Russia's Managed Democracy

Perry Anderson has a long survey of Russia's recent political history and future form, touching on some interesting factual and theoretical ground.
Anderson refers to the current shape of the Russian polity as a Managed Democracy, where elections are held but the outcome is predetermined, and power is held by a contiguous elite with little institutional input from non-elites. It would seem to have a broader application than Russia - Pakistan comes to mind. Anderson points out that the foundation of this regime was established under supposed democrat and reformer Yeltsin:

Far from the demise of the USSR reducing the number of Russian functionaries, the bureaucracy had - few post-Communist facts are more arresting - actually doubled in size by the end of Yeltsin's stewardship, to some 1.3 million. Not only that. At the topmost levels of the regime, the proportion of officials drawn from the security services or armed forces soared above their modest quotas under the late CPSU: composing a mere 5 per cent under Gorbachev, it has been calculated that they occupied no less than 47 per cent of the highest posts under Yeltsin.

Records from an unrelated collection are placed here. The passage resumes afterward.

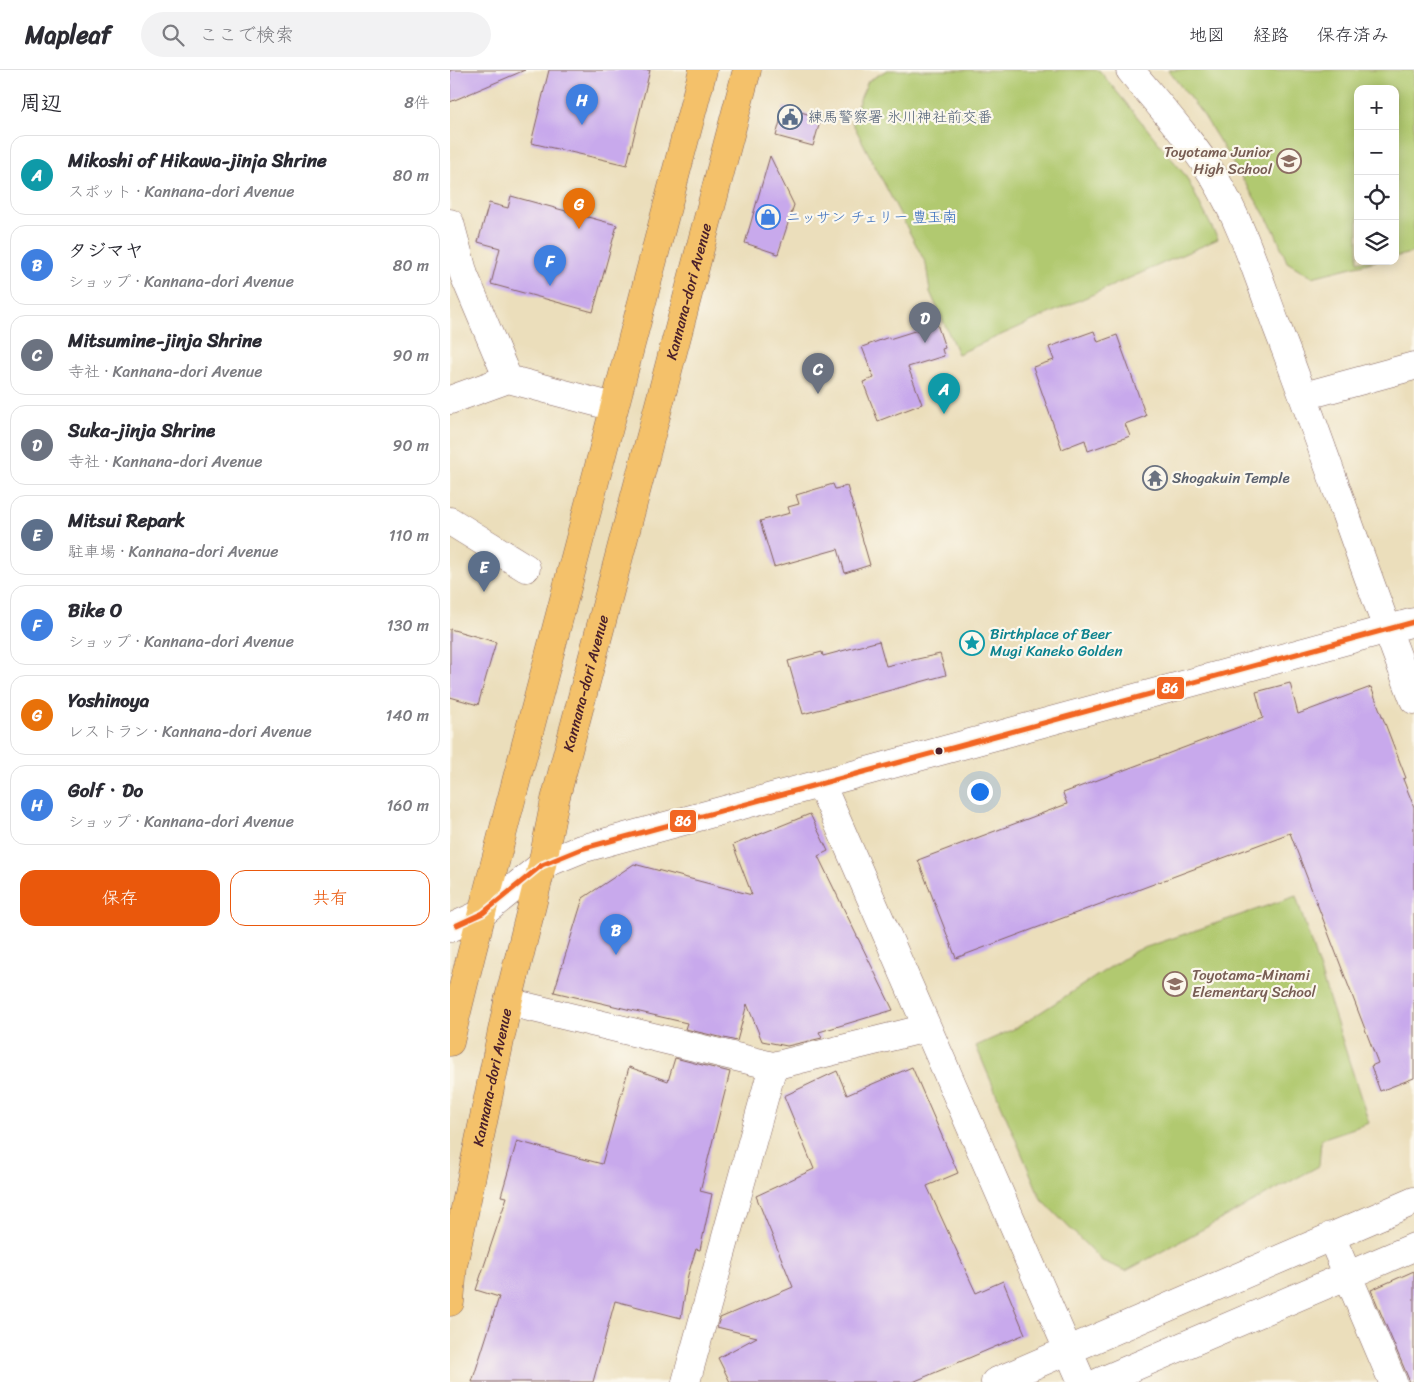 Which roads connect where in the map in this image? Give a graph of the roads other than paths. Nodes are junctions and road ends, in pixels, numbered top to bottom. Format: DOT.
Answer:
graph roads {
  1 [pos="703,70"];
  2 [pos="747,70"];
  3 [pos="1130,70"];
  4 [pos="450,223"];
  5 [pos="1414,366"];
  6 [pos="508,379"];
  7 [pos="1304,396"];
  8 [pos="450,400"];
  9 [pos="614,407"];
  10 [pos="450,521"];
  11 [pos="526,568"];
  12 [pos="1414,622"];
  13 [pos="1387,630"];
  14 [pos="1414,700"];
  15 [pos="821,784"];
  16 [pos="542,865"];
  17 [pos="483,913"];
  18 [pos="450,928"];
  19 [pos="508,1002"];
  20 [pos="928,1028"];
  21 [pos="450,1042"];
  22 [pos="772,1066"];
  23 [pos="1414,1201"];
  24 [pos="1332,1236"];
  25 [pos="1414,1247"];
  26 [pos="1348,1275"];
  27 [pos="450,1302"];
  28 [pos="1068,1350"];
  29 [pos="686,1382"];
  30 [pos="995,1382"];
  31 [pos="1082,1382"];
  32 [pos="1099,1382"];
  33 [pos="1393,1382"];
  1 -- 9 [label="main road"];
  2 -- 16 [label="main road, Kannana-dori Avenue"];
  3 -- 7 [label="street"];
  4 -- 6 [label="street"];
  5 -- 7 [label="street"];
  6 -- 8 [label="street"];
  6 -- 9 [label="street"];
  7 -- 13 [label="street"];
  9 -- 17 [label="main road"];
  10 -- 11 [label="street"];
  12 -- 13 [label="street"];
  13 -- 14 [label="street"];
  13 -- 15 [label="street"];
  15 -- 16 [label="street"];
  15 -- 20 [label="street"];
  16 -- 17 [label="street"];
  16 -- 19 [label="main road, Kannana-dori Avenue"];
  17 -- 18 [label="street"];
  17 -- 21 [label="main road"];
  19 -- 22 [label="street"];
  19 -- 27 [label="main road, Kannana-dori Avenue"];
  20 -- 22 [label="street"];
  20 -- 28 [label="street"];
  22 -- 29 [label="street"];
  23 -- 24 [label="street"];
  24 -- 26 [label="street"];
  24 -- 28 [label="street"];
  25 -- 26 [label="street"];
  26 -- 32 [label="street"];
  26 -- 33 [label="street"];
  28 -- 30 [label="street"];
  28 -- 31 [label="street"];
} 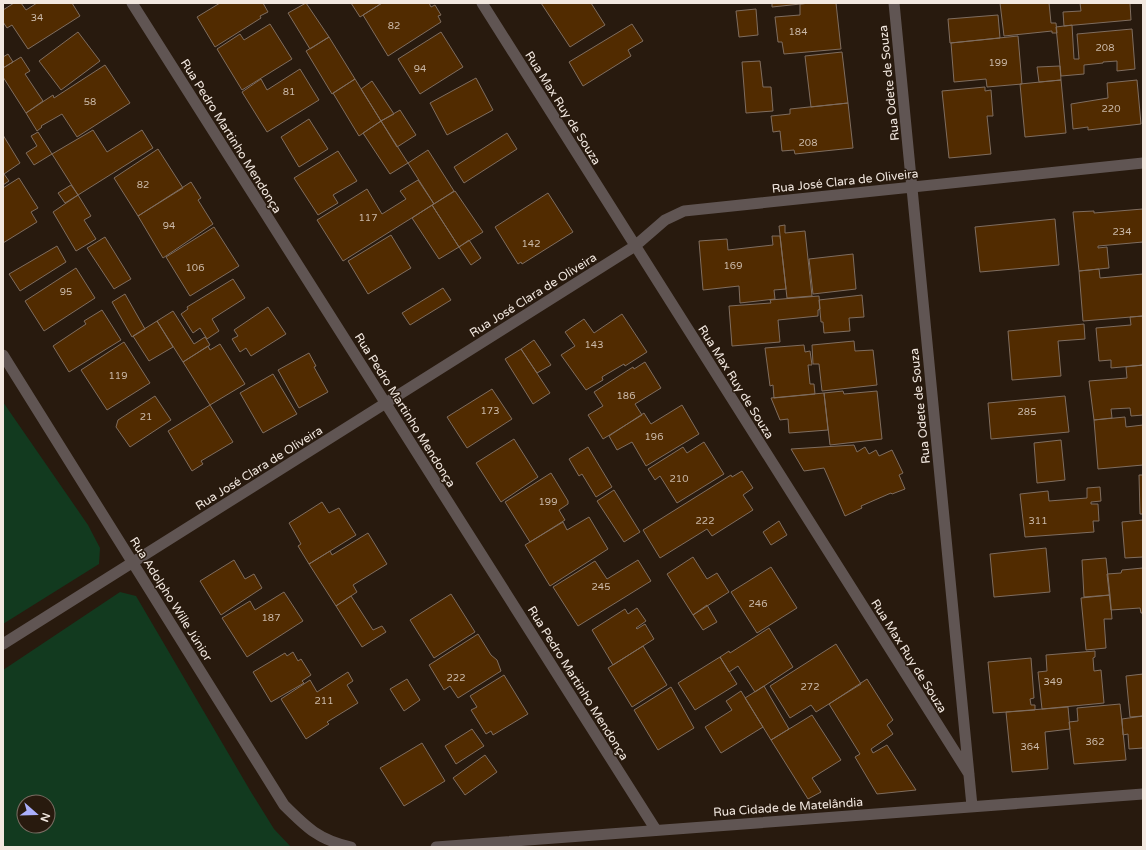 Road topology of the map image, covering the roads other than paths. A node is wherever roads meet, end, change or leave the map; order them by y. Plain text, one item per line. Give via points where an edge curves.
1 (132, 3) edge
2 (482, 3) edge
3 (894, 3) edge
4 (1143, 163) edge
5 (912, 187) junction
6 (635, 246) junction
7 (3, 355) edge
8 (385, 403) junction
9 (132, 562) junction
10 (3, 644) edge
11 (969, 774) junction
12 (1143, 794) edge
13 (972, 806) junction
14 (656, 830) junction
15 (351, 847) edge
16 (436, 847) edge

1 - 8 street, Rua Pedro Martinho Mendonça
2 - 6 street, Rua Max Ruy de Souza
3 - 5 street, Rua Odete de Souza
4 - 5 street, Rua José Clara de Oliveira
5 - 6 street, Rua José Clara de Oliveira via 684,211 666,220
5 - 11 street, Rua Odete de Souza
6 - 8 street, Rua José Clara de Oliveira
6 - 11 street, Rua Max Ruy de Souza
7 - 9 street, Rua Adolpho Wille Júnior
8 - 9 street, Rua José Clara de Oliveira
8 - 14 street, Rua Pedro Martinho Mendonça
9 - 10 street, Rua José Clara de Oliveira
9 - 15 street, Rua Adolpho Wille Júnior via 284,804 307,828 332,843
11 - 13 street, Rua Odete de Souza
12 - 13 street, Rua Cidade de Matelândia
13 - 14 street, Rua Cidade de Matelândia
14 - 16 street, Rua Cidade de Matelândia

Later in the article, there's an echo of Peter Turchin and Ibn Khaldun in a cyclic analysis of the state:

If the second phase in the cycle of managed democracy is now coming to an end in Russia, what of the third and fourth phases, comparable to the Khrushchev and Brezhnev periods under Communism? The whole cycle, Furman replies, will be much shorter - not seventy, but about thirty years. We are probably at midpoint right now. As for the future: the Russian intelligentsia was briefly in power in 1991, but its ideology was primitive and its outlook naive. So when the democracy it wanted was discarded by Yeltsin, the defeat of democracy was the defeat of this intelligentsia too. Only when Russian intellectuals have produced a self-critical assessment of this experience will it be able to develop new and sounder ideals for the future.

Furman was a historian of ancient religions for many years before turning his eye to modern Russia, which may account for his fondness for cycles.

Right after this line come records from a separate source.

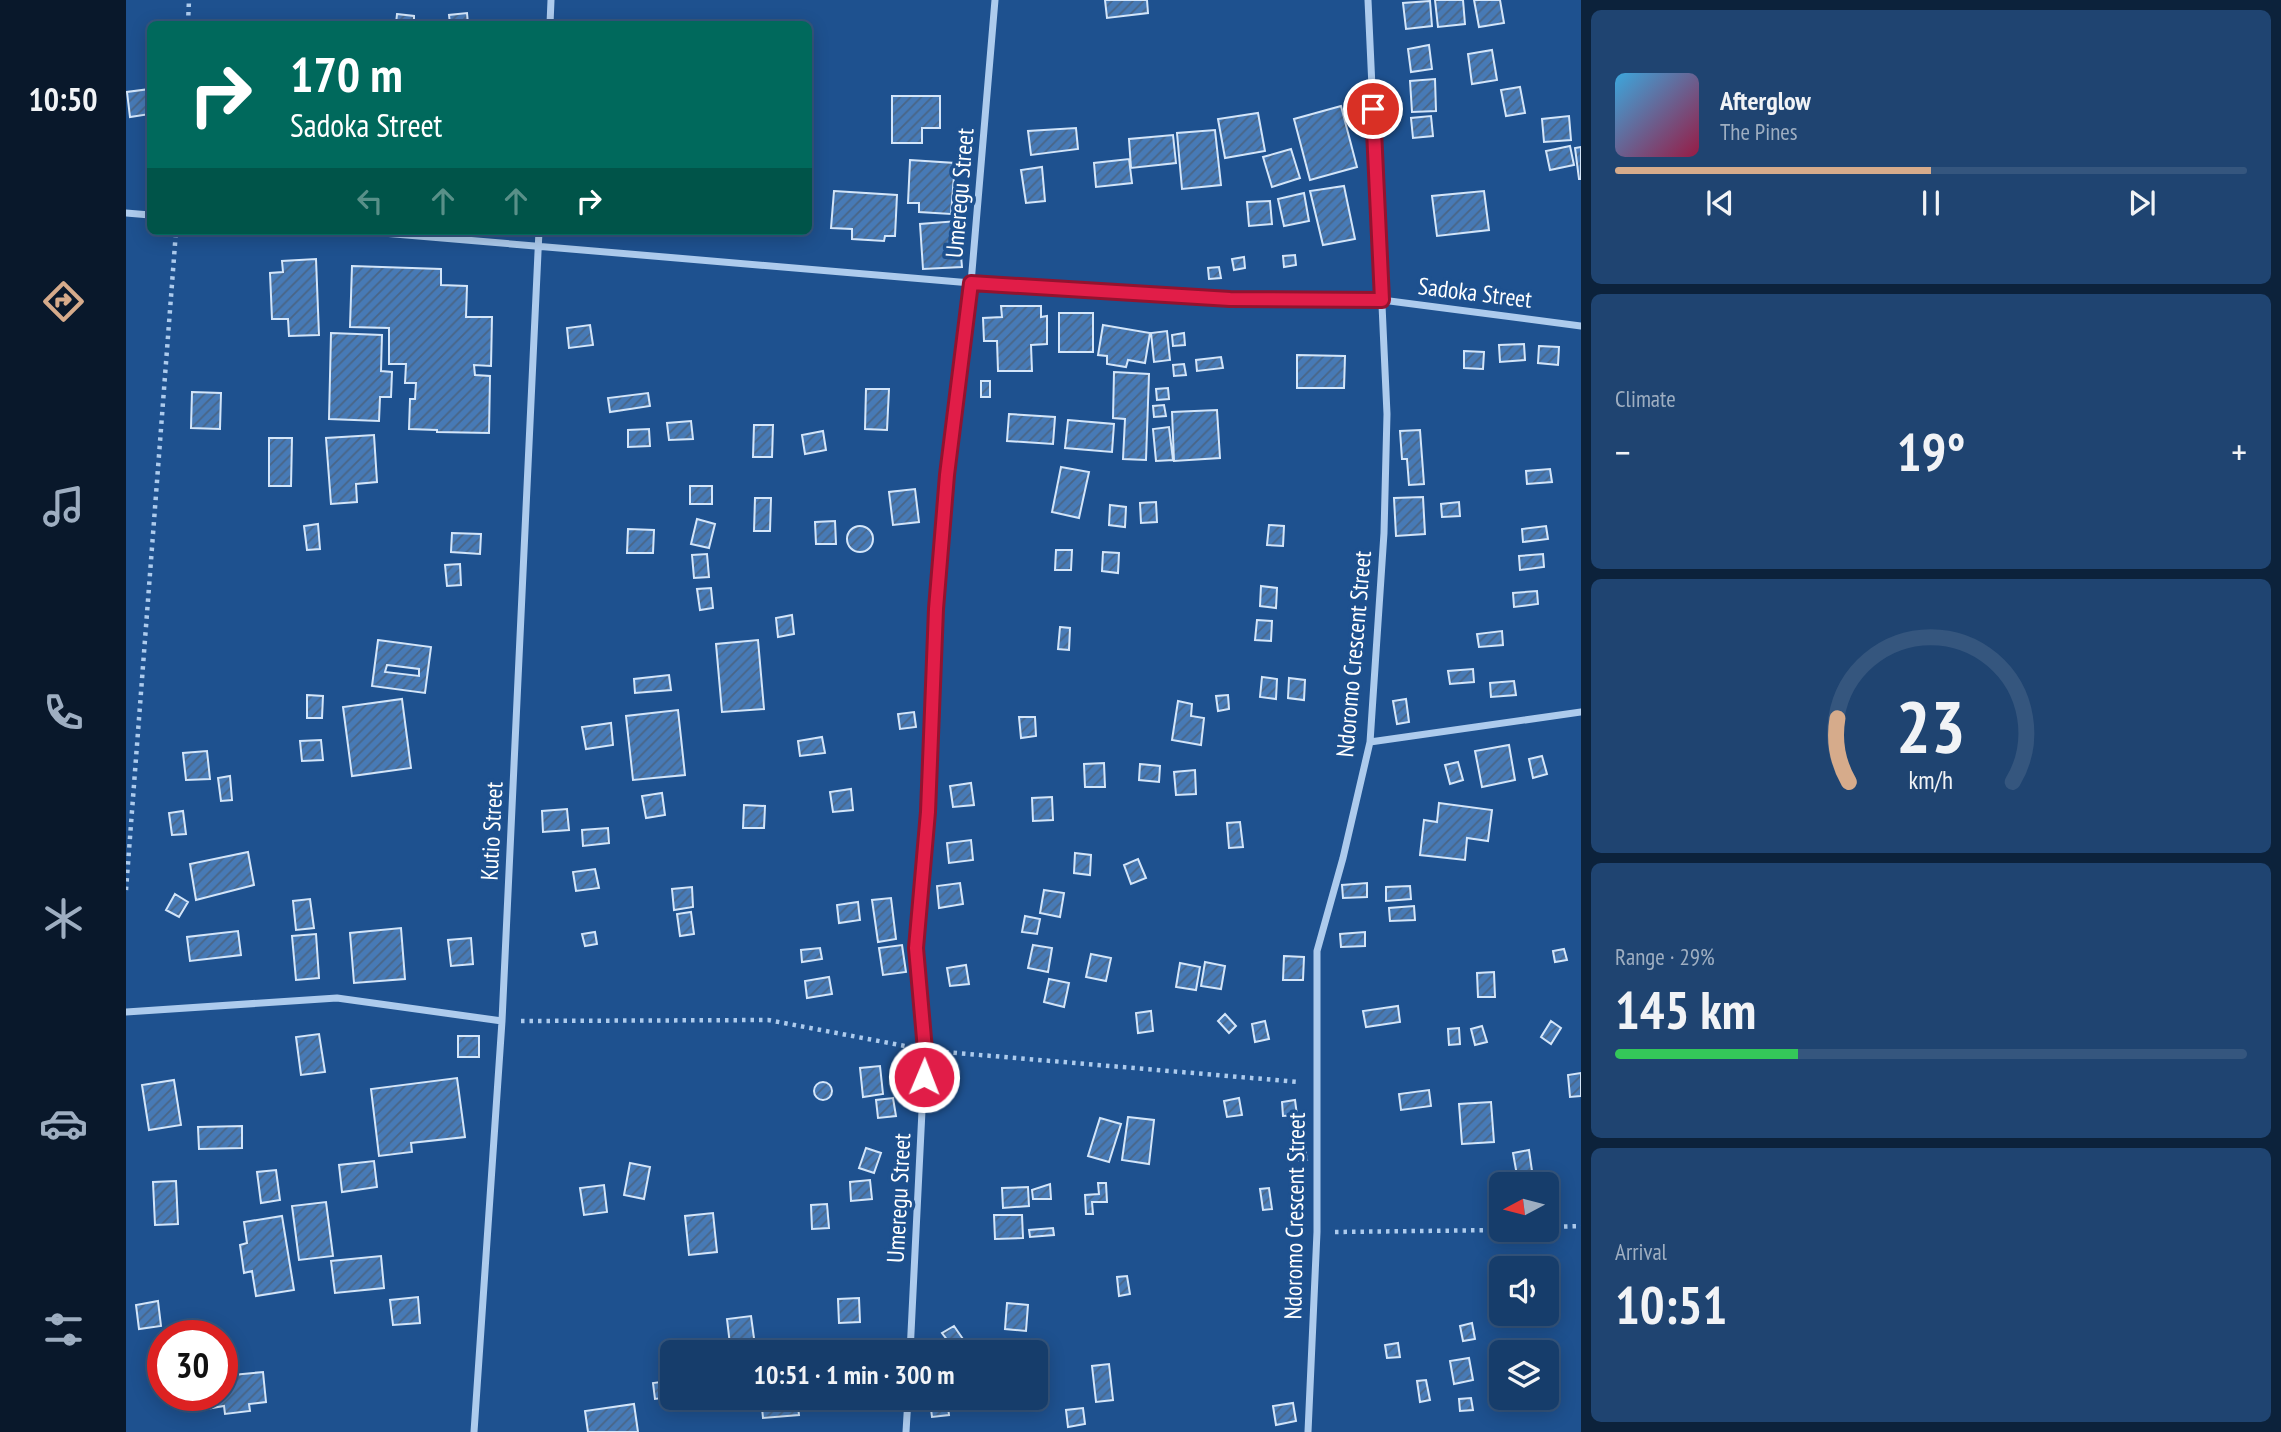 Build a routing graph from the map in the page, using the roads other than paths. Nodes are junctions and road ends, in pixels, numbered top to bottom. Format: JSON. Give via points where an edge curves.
{"nodes":[{"id":1,"x":551,"y":0,"type":"edge"},
{"id":2,"x":995,"y":0,"type":"edge"},
{"id":3,"x":1368,"y":0,"type":"edge"},
{"id":4,"x":550,"y":21,"type":"edge"},
{"id":5,"x":126,"y":213,"type":"edge"},
{"id":6,"x":147,"y":215,"type":"edge"},
{"id":7,"x":410,"y":235,"type":"edge"},
{"id":8,"x":539,"y":235,"type":"edge"},
{"id":9,"x":538,"y":245,"type":"junction"},
{"id":10,"x":971,"y":283,"type":"junction"},
{"id":11,"x":1382,"y":300,"type":"junction"},
{"id":12,"x":1581,"y":326,"type":"edge"},
{"id":13,"x":1581,"y":712,"type":"edge"},
{"id":14,"x":1370,"y":742,"type":"junction"},
{"id":15,"x":126,"y":1012,"type":"edge"},
{"id":16,"x":502,"y":1021,"type":"junction"},
{"id":17,"x":911,"y":1340,"type":"edge"},
{"id":18,"x":907,"y":1410,"type":"edge"},
{"id":19,"x":474,"y":1432,"type":"edge"},
{"id":20,"x":906,"y":1432,"type":"edge"},
{"id":21,"x":1308,"y":1432,"type":"edge"}],
"edges":[{"from":1,"to":4,"type":"street"},
{"from":2,"to":10,"type":"street","name":"Umeregu Street"},
{"from":3,"to":11,"type":"street","name":"Ndoromo Crescent Street"},
{"from":5,"to":6,"type":"street"},
{"from":7,"to":9,"type":"street","name":"Sadoka Street"},
{"from":8,"to":9,"type":"street","name":"Kutio Street"},
{"from":9,"to":10,"type":"street","name":"Sadoka Street"},
{"from":9,"to":16,"type":"street","name":"Kutio Street"},
{"from":10,"to":11,"type":"street","name":"Sadoka Street","via":[[1230,299]]},
{"from":10,"to":17,"type":"street","name":"Umeregu Street","via":[[947,475],[916,948],[925,1050]]},
{"from":11,"to":12,"type":"street","name":"Sadoka Street"},
{"from":11,"to":14,"type":"street","name":"Ndoromo Crescent Street","via":[[1387,414],[1384,533]]},
{"from":13,"to":14,"type":"street"},
{"from":14,"to":21,"type":"street","name":"Ndoromo Crescent Street","via":[[1317,951],[1317,1233]]},
{"from":15,"to":16,"type":"street","via":[[338,998]]},
{"from":16,"to":19,"type":"street","name":"Kutio Street"},
{"from":18,"to":20,"type":"street"}]}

Sociologist Georgi Derlugian also makes a telling observation about Russia's imperial past.

Capitalism in the globalisation mode is antithetical to the mercantilist bureaucratic empires that specialised in maximising military might and geopolitical throw-weight - the very pursuits in which Russian and Soviet rulers were enmeshed for centuries.

As Anderson repeatedly implies, managed democracy may turn out to be a stable political system, at least on timescales of a century or so, which is the sort of timescale states have to treat as thick reality. Liberal democracy, though more desirable, is not inevitable.
Permalink, Russia's Managed Democracy, Jan 2007, adam
cam: The sad irony of despotic systems is that they: are very political stable at the top. Mainly because they quash any dissent. There isn\'t the same turbulence or challenging that goes on in liberal democracy - which makes the latter seem messy and unorganised, but there is no doubting it produces superior political and economic outcomes for the governed.

The top-heavy systems only have a small political outlook anyway, there is no real accuonting for the multititudes, the political and economic awareness does not extend far beyond that hold political and economic power. By having short horizons it also enables some stability.

We will probably see another wave of Russian immigration.